Exercise aim:
Take the records below from their first line through the line holding "width:19px; height:19px; translate:-50%", and set each of those lines down exactly, without pictures.

━━━━━ Record extracts ━━━━━

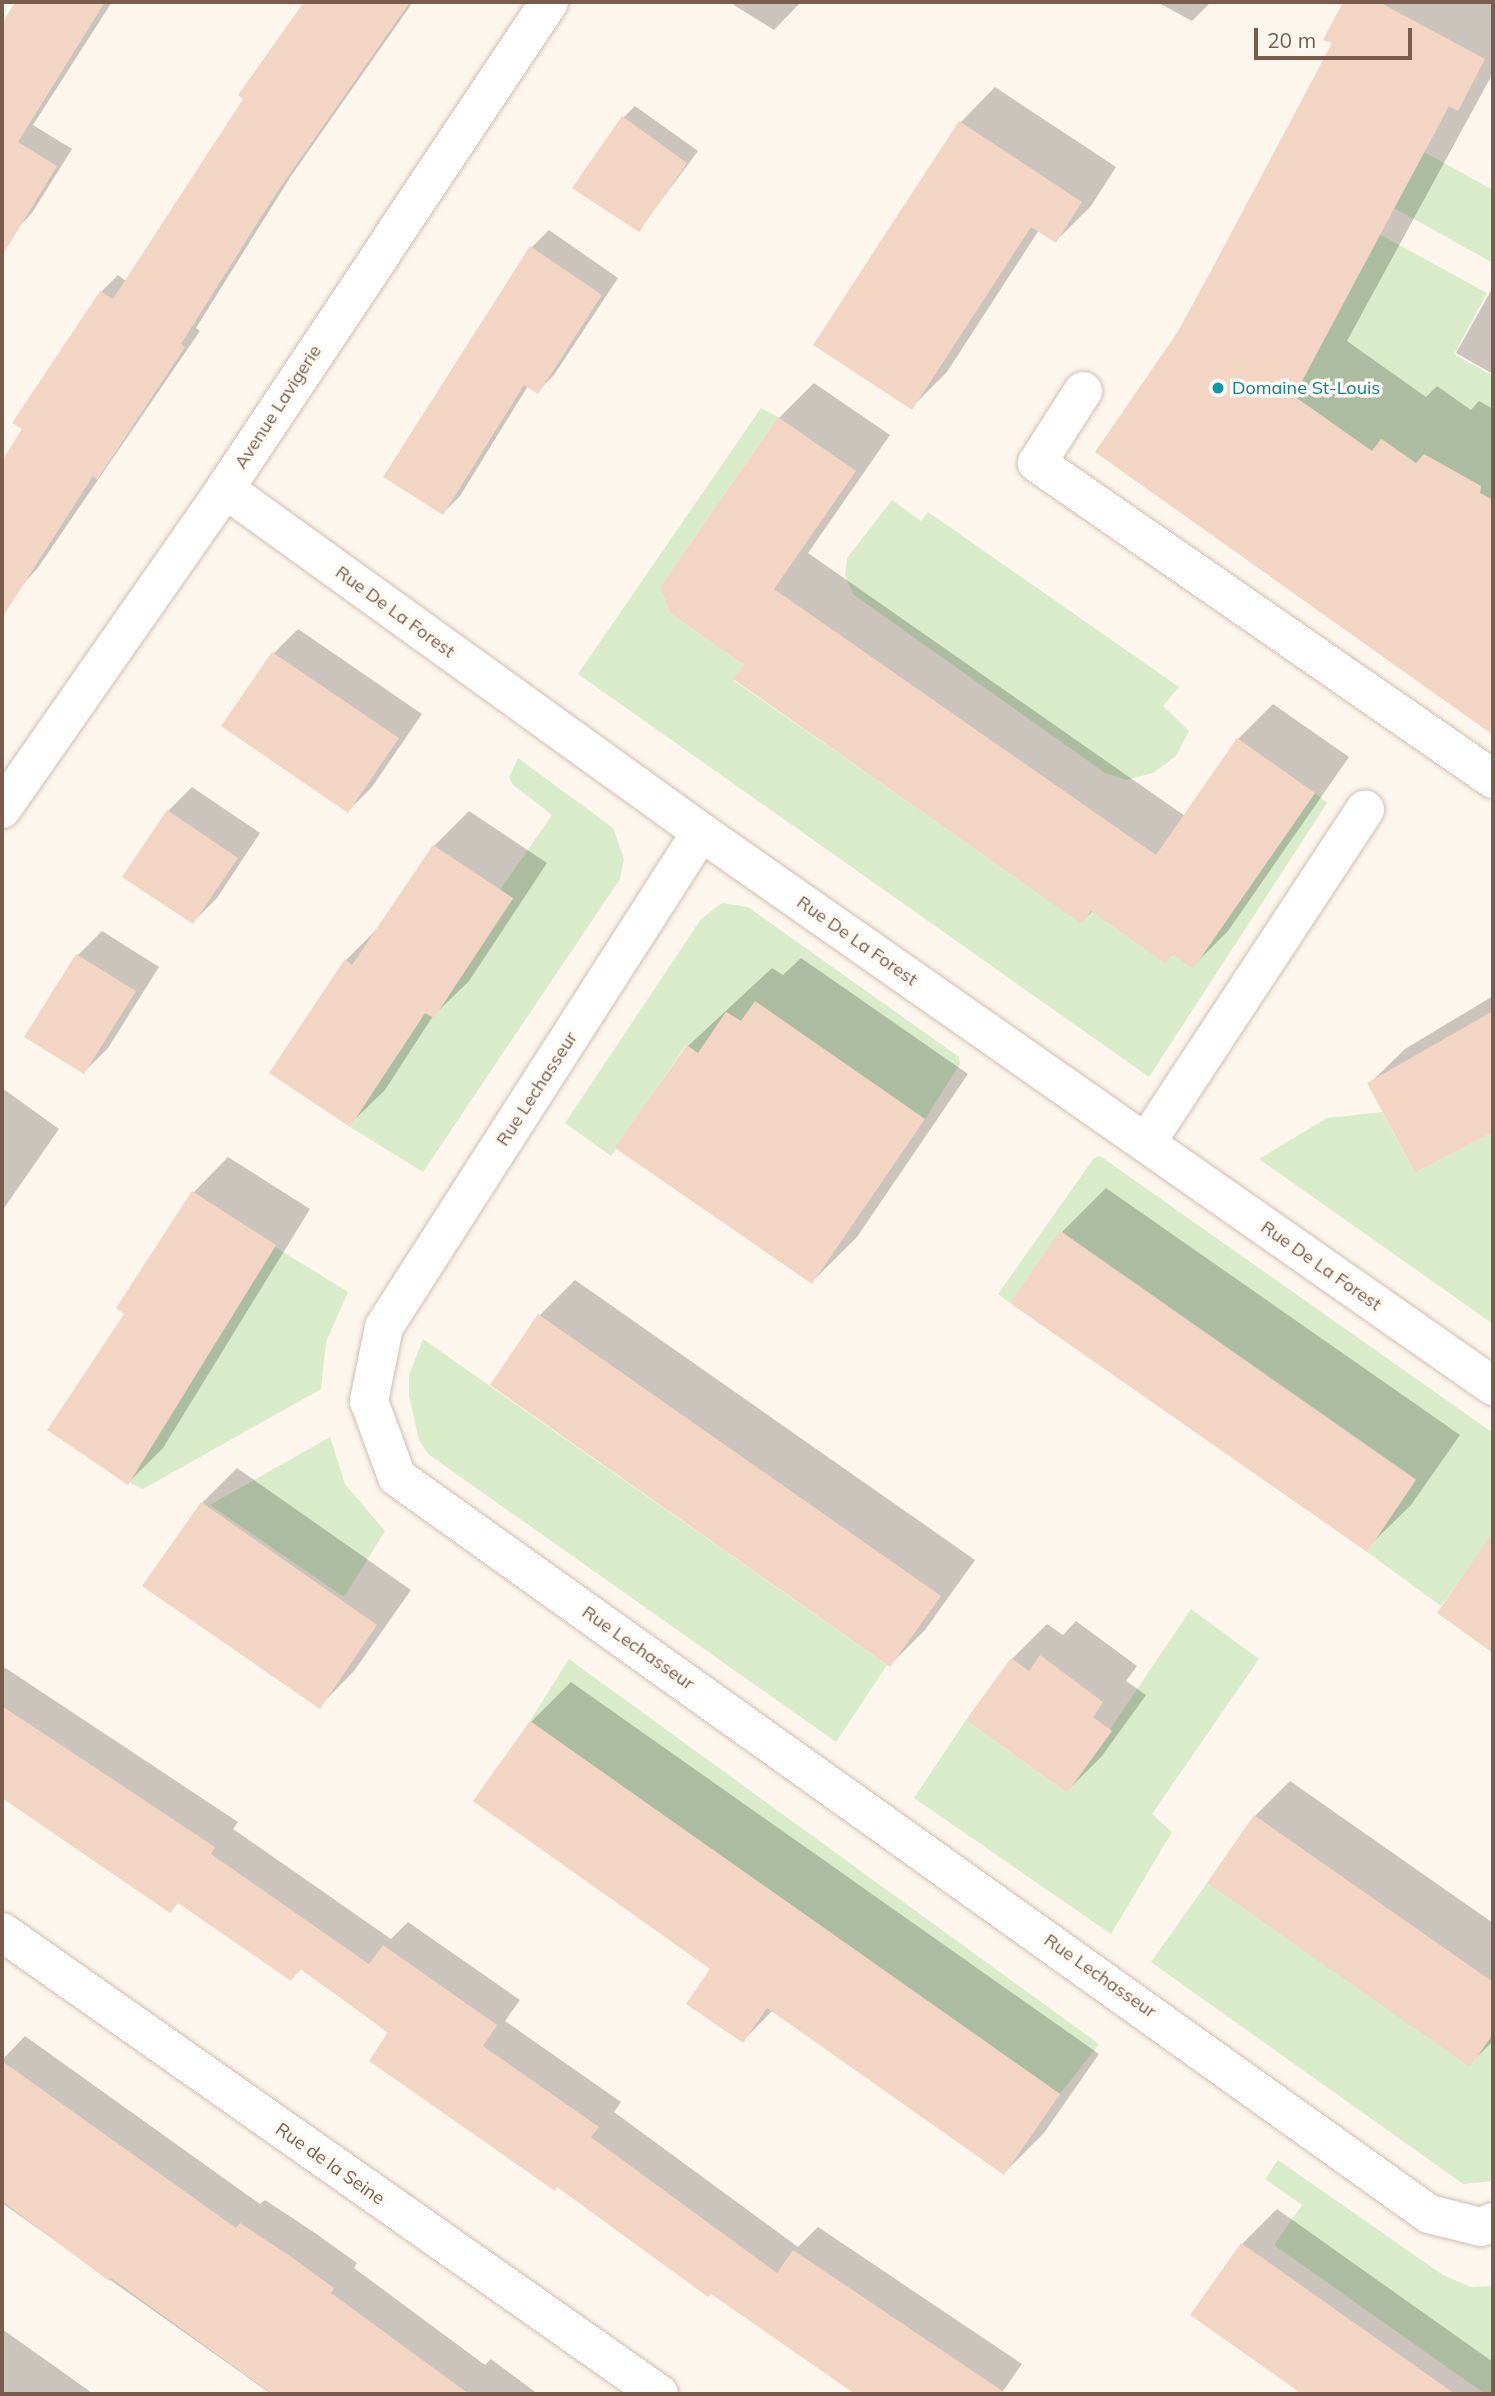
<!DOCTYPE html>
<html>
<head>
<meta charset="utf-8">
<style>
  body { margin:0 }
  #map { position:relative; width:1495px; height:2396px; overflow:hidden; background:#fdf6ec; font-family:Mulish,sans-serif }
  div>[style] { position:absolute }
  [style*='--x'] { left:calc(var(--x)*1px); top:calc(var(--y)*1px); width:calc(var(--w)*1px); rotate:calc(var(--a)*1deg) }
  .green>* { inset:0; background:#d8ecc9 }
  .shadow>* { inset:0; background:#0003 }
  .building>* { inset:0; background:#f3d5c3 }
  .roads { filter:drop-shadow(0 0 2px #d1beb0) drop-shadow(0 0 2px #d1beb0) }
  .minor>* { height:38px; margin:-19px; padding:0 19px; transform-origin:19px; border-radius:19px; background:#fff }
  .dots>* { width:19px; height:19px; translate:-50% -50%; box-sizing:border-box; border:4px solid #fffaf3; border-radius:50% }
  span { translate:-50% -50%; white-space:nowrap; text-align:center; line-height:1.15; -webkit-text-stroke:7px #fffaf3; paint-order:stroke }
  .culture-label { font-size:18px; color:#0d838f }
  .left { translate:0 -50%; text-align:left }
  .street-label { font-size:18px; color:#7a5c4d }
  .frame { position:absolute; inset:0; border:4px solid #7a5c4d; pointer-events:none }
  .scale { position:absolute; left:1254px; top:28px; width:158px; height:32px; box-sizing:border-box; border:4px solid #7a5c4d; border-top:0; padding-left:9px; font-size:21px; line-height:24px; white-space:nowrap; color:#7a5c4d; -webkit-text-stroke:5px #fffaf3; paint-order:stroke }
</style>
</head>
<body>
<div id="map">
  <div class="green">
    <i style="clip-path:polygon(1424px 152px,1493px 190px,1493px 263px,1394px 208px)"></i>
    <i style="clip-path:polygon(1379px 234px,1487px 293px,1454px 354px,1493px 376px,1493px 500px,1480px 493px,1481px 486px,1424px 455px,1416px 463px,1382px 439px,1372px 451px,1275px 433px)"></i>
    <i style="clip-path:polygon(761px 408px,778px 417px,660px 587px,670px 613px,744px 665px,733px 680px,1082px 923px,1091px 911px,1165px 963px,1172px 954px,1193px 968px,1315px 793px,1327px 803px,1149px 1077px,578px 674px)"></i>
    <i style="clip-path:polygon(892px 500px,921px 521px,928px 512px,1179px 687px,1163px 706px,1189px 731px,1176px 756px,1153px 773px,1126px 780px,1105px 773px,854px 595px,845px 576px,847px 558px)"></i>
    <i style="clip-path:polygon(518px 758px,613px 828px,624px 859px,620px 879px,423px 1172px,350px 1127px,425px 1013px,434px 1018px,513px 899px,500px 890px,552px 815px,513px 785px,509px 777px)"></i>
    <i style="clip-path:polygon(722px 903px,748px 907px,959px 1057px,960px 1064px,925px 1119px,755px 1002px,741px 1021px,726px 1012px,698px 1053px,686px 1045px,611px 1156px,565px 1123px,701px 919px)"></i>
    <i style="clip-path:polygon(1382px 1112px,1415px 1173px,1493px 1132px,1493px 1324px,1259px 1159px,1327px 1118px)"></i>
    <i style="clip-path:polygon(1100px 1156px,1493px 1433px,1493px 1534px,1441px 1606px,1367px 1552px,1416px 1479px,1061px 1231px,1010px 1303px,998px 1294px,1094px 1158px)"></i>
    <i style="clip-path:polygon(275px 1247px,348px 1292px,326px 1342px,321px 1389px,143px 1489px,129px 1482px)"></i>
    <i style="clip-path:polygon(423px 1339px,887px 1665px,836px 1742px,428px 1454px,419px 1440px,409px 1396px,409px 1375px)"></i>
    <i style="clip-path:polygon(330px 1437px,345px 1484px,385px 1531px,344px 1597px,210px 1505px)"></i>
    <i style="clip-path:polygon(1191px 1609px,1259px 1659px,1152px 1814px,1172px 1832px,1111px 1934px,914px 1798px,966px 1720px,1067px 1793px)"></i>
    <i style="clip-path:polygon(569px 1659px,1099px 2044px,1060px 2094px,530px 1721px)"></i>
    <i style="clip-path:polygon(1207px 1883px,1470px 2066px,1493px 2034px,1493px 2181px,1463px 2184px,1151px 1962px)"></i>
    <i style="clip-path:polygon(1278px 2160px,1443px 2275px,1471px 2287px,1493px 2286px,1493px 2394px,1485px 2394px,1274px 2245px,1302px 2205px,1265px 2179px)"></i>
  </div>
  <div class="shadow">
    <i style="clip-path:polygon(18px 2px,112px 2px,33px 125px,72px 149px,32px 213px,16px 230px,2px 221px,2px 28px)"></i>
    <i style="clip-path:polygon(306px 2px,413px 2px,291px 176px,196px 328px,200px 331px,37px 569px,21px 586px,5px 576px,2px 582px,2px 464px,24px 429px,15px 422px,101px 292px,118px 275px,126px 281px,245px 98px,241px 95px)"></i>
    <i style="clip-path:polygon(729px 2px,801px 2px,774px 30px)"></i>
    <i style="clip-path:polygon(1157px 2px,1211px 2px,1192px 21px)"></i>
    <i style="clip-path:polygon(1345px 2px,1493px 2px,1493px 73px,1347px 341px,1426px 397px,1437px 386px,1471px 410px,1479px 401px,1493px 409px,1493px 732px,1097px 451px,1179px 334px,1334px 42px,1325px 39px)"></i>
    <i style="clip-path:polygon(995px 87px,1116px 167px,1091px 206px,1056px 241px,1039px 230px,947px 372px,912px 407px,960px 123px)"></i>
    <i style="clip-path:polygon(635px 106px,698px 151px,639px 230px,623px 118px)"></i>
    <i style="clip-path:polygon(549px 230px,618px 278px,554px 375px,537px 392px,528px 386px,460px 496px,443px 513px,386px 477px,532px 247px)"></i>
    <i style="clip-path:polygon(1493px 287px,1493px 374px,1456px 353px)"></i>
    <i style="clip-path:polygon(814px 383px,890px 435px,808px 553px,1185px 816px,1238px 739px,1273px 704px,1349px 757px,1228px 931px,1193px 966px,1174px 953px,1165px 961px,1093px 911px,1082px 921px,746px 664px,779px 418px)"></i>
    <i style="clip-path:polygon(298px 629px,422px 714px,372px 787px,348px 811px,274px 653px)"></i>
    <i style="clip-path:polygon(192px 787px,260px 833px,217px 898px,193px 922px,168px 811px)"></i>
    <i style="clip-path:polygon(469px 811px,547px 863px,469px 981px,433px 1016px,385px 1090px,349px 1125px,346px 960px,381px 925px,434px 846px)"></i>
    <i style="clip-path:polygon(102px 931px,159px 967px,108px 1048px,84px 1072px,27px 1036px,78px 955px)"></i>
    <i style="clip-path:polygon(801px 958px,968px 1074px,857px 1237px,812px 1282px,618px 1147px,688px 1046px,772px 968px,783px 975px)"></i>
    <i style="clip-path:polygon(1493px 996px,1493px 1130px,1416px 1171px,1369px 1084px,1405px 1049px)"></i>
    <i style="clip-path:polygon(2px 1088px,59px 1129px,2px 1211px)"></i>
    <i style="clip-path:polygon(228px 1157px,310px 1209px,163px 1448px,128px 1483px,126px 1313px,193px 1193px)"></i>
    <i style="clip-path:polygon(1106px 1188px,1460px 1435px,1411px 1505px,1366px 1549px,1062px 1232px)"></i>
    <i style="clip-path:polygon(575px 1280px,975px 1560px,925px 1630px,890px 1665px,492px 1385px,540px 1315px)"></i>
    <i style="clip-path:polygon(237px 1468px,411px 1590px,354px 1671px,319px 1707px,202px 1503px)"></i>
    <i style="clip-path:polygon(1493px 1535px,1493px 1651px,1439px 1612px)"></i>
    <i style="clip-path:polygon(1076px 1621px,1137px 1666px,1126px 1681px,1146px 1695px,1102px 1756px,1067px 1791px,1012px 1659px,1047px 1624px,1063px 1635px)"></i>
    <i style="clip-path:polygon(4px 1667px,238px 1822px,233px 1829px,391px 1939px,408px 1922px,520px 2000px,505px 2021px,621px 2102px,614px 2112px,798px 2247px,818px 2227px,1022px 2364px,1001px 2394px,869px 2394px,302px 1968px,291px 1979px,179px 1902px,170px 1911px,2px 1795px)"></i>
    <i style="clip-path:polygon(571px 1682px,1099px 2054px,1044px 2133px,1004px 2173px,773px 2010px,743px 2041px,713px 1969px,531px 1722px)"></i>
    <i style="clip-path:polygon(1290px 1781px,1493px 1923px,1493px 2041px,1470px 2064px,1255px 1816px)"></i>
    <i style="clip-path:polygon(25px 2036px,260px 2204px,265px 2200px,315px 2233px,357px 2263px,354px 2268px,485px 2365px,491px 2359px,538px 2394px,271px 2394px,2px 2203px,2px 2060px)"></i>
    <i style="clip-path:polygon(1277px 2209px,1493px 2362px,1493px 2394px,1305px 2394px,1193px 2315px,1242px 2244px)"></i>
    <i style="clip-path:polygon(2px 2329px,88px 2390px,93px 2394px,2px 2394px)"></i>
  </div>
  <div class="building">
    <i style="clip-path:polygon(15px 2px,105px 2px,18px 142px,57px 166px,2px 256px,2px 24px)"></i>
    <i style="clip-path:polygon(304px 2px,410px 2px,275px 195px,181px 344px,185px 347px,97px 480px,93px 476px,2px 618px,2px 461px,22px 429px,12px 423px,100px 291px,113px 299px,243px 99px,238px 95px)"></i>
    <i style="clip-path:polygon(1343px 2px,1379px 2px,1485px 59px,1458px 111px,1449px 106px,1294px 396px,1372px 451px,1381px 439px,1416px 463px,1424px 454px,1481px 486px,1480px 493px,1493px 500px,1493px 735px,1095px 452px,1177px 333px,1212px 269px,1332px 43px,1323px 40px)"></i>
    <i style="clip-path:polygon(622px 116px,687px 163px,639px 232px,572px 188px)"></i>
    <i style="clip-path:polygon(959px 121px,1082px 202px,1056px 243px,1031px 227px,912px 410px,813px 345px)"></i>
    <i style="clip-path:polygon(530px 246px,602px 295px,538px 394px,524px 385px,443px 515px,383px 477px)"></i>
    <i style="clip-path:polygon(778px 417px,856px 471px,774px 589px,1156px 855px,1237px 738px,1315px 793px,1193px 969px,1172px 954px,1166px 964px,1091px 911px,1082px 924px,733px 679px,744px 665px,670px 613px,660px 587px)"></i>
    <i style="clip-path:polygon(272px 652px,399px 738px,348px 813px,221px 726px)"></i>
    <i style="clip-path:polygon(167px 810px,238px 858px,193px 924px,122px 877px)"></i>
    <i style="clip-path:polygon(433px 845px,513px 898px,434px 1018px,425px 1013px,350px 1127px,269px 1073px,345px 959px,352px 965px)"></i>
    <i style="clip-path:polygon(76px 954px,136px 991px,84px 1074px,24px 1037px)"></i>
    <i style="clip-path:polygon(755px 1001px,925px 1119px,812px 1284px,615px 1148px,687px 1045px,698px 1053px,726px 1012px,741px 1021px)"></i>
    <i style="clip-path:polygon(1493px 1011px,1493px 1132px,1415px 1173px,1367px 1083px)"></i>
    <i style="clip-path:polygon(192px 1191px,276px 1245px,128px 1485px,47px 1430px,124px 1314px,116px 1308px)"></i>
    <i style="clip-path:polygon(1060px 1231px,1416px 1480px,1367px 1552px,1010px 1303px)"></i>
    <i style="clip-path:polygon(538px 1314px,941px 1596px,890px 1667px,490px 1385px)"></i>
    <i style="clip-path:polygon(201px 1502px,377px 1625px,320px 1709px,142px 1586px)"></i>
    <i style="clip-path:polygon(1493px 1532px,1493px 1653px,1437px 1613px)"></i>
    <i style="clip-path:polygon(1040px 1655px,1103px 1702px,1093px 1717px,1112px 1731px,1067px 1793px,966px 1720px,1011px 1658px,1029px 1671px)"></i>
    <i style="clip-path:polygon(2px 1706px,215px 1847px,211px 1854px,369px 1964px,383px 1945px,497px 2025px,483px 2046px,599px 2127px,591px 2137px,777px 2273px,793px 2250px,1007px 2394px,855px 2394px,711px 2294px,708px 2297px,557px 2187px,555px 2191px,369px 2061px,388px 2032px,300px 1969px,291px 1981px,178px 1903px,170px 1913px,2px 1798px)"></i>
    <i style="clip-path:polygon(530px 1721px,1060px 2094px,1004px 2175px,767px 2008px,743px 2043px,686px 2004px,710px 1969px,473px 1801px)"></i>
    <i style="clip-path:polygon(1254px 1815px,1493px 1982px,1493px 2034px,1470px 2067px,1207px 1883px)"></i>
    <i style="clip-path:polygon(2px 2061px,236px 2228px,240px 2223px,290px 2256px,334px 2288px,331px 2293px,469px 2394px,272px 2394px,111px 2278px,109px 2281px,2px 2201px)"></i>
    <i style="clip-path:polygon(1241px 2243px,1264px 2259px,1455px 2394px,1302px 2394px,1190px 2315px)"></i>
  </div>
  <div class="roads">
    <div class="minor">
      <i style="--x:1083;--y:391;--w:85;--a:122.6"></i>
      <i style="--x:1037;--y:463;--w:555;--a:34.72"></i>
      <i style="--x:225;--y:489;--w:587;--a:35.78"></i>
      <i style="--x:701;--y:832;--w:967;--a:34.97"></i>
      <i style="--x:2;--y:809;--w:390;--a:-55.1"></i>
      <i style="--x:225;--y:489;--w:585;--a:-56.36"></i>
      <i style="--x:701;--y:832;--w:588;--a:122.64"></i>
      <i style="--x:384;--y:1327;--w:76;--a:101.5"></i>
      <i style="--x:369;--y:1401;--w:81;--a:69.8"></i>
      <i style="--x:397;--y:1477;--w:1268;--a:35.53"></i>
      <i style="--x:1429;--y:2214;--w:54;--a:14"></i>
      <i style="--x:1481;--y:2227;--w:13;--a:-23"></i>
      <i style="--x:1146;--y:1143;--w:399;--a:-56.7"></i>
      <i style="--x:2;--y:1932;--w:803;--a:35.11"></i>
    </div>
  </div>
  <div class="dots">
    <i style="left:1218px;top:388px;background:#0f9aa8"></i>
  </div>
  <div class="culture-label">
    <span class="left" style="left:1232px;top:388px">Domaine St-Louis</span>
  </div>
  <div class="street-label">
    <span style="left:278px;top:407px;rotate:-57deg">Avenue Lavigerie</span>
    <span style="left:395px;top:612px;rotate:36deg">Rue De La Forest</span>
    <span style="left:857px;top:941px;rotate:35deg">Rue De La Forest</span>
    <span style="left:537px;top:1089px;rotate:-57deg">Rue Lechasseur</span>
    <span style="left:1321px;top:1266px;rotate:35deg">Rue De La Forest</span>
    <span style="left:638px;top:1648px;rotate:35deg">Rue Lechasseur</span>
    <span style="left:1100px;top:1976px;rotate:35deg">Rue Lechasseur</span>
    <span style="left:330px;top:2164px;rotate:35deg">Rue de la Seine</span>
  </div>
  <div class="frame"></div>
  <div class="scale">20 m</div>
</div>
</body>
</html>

━━━━━

Response to this task:
<!DOCTYPE html>
<html>
<head>
<meta charset="utf-8">
<style>
  body { margin:0 }
  #map { position:relative; width:1495px; height:2396px; overflow:hidden; background:#fdf6ec; font-family:Mulish,sans-serif }
  div>[style] { position:absolute }
  [style*='--x'] { left:calc(var(--x)*1px); top:calc(var(--y)*1px); width:calc(var(--w)*1px); rotate:calc(var(--a)*1deg) }
  .green>* { inset:0; background:#d8ecc9 }
  .shadow>* { inset:0; background:#0003 }
  .building>* { inset:0; background:#f3d5c3 }
  .roads { filter:drop-shadow(0 0 2px #d1beb0) drop-shadow(0 0 2px #d1beb0) }
  .minor>* { height:38px; margin:-19px; padding:0 19px; transform-origin:19px; border-radius:19px; background:#fff }
  .dots>* { width:19px; height:19px; translate:-50% -50%; box-sizing:border-box; border:4px solid #fffaf3; border-radius:50% }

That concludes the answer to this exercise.